*** Opening SOURCE RECORDS ***

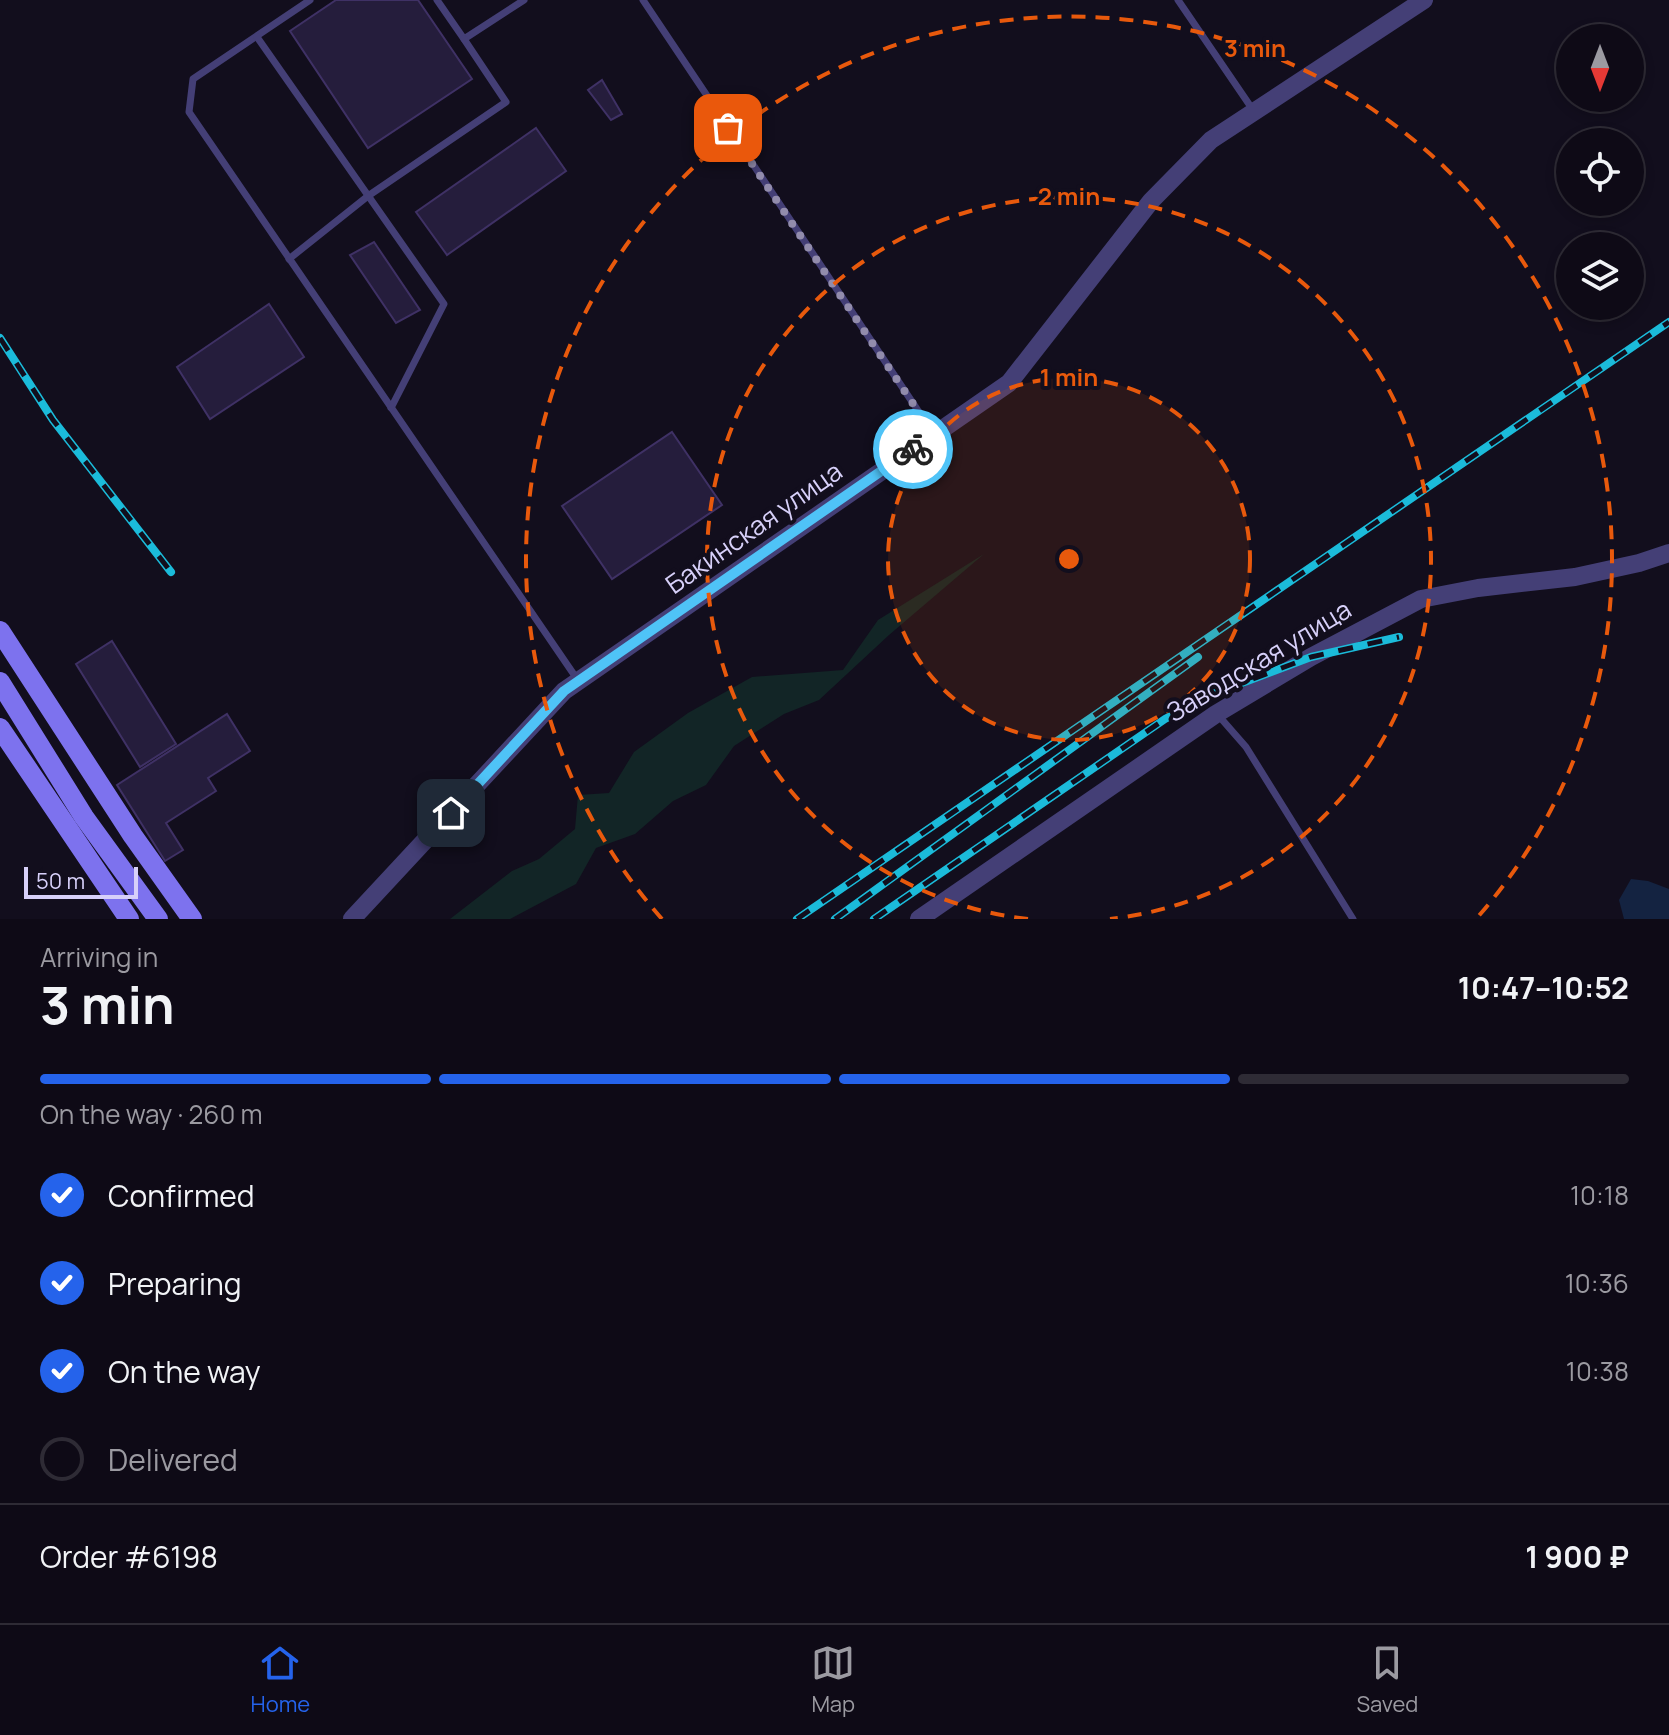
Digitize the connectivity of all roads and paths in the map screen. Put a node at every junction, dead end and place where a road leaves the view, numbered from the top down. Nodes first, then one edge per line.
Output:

*** Closing SOURCE RECORDS ***
*** Opening SOURCE RECORDS ***

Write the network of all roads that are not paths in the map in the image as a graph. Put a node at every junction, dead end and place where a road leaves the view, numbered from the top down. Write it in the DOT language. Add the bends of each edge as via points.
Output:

*** Closing SOURCE RECORDS ***

> _PROBLEM STATEMENT_
Make a copy of each line in the records that has the word "place".

> _EXERCISE SOLUTION_
Digitize the connectivity of all roads and paths in the map screen. Put a node at every junction, dead end and place where a road leaves the view, numbered from the top down. Nodes first, then one edge per line.
Write the network of all roads that are not paths in the map in the image as a graph. Put a node at every junction, dead end and place where a road leaves the view, numbered from the top down. Write it in the DOT language. Add the bends of each edge as via points.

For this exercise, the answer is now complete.